Generate a summary of all aspects of the comparison.

Parameters:

show_perfect_column_matches – Whether to include column matches in the summary even if the column match rate is 100%. Setting this to False is useful when comparing very wide data frames.
top_k_column_changes – The maximum number of column values changes to display for columns with a match rate below 100% in the summary. When enabling this feature, make sure that no sensitive data is leaked.
sample_k_rows_only – The number of rows to show in the “Rows left/right only” section of the summary. If 0 (default), no rows are shown. Only the primary key will be printed. An error will be raised if a positive number is provided and any of the primary key columns is also in hidden_columns.
show_sample_primary_key_per_change – Whether to show a sample primary key per column change in the summary. If False (default), no primary key values are shown. A sample primary key can only be shown if top_k_column_changes is greater than 0, as each sample primary key is linked to a specific column change.

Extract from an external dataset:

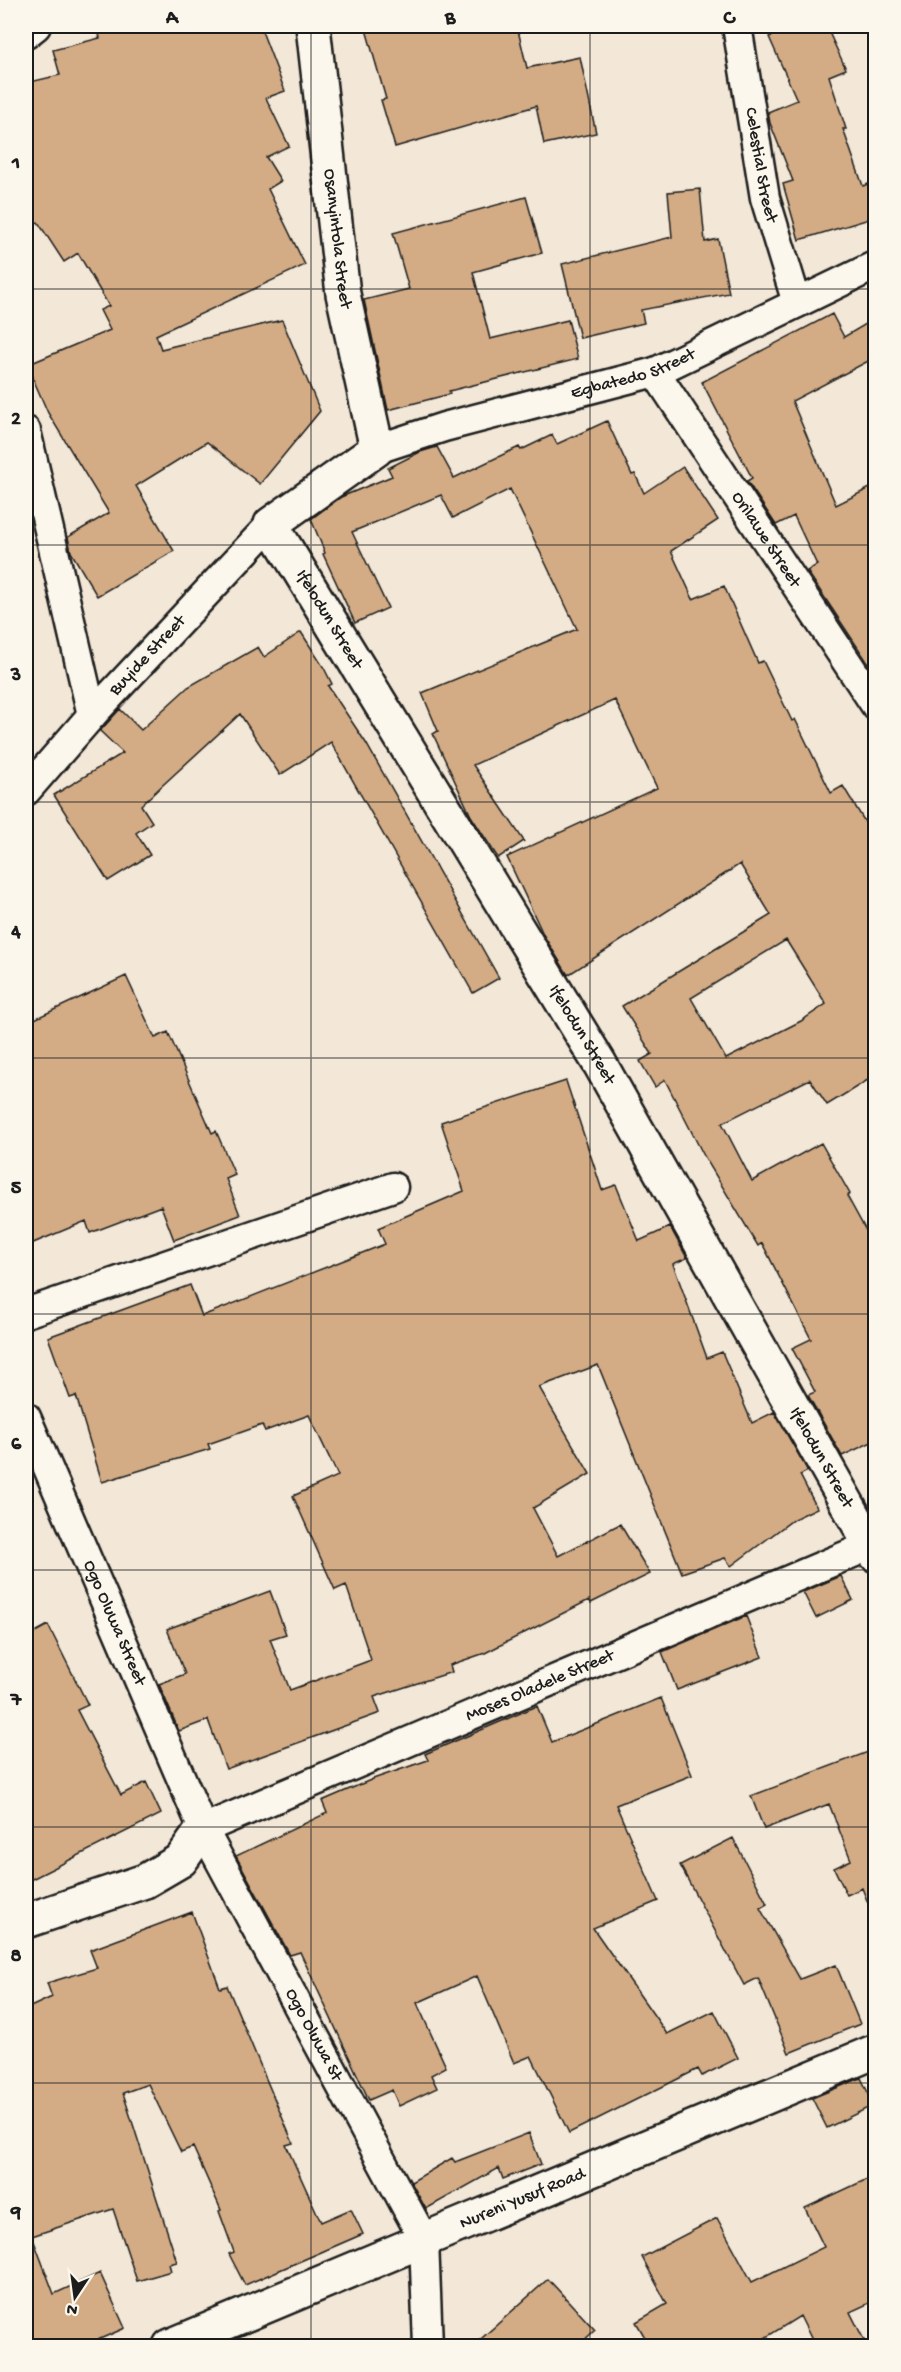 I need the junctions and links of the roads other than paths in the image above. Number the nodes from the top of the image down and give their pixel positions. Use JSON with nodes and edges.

An error will be raised if True and any of the primary key columns is also in hidden_columns.”
left_name – Custom display name for the left data frame.
right_name – Custom display name for the right data frame.
slim – Whether to generate a slim summary. In slim mode, the summary is as concise as possible, only showing sections that contain differences. As the structure of the summary can vary, it should only be used by advanced users who are familiar with the summary format.
hidden_columns – Columns for which no values are printed, e.g. because they contain sensitive information.
metrics – Optional mapping from display label to a metric callable (left_expr, right_expr) -> pl.Expr. Each callable receives two polars.Expr referring to the left and right values of a single numerical column across all joined rows, and must return a scalar aggregation expression. See diffly.metrics for presets (mean, median, mean_absolute_deviation etc.). When None (default), no metrics are computed; presets are not applied automatically. Metrics are only computed for numerical columns. Prefer short labels — the summary has a fixed width and many or long labels degrade rendering.

Returns:

A summary which can be printed or written to a file.

Examples

>>> import polars as pl
>>> from diffly import compare_frames
>>> left = pl.DataFrame({"id": [1, 2, 3], "status": ["a", "b", "c"]})
>>> right = pl.DataFrame({"id": [1, 2, 3], "status": ["a", "x", "x"]})
>>> comparison = compare_frames(left, right, primary_key="id")
>>> print(comparison.summary())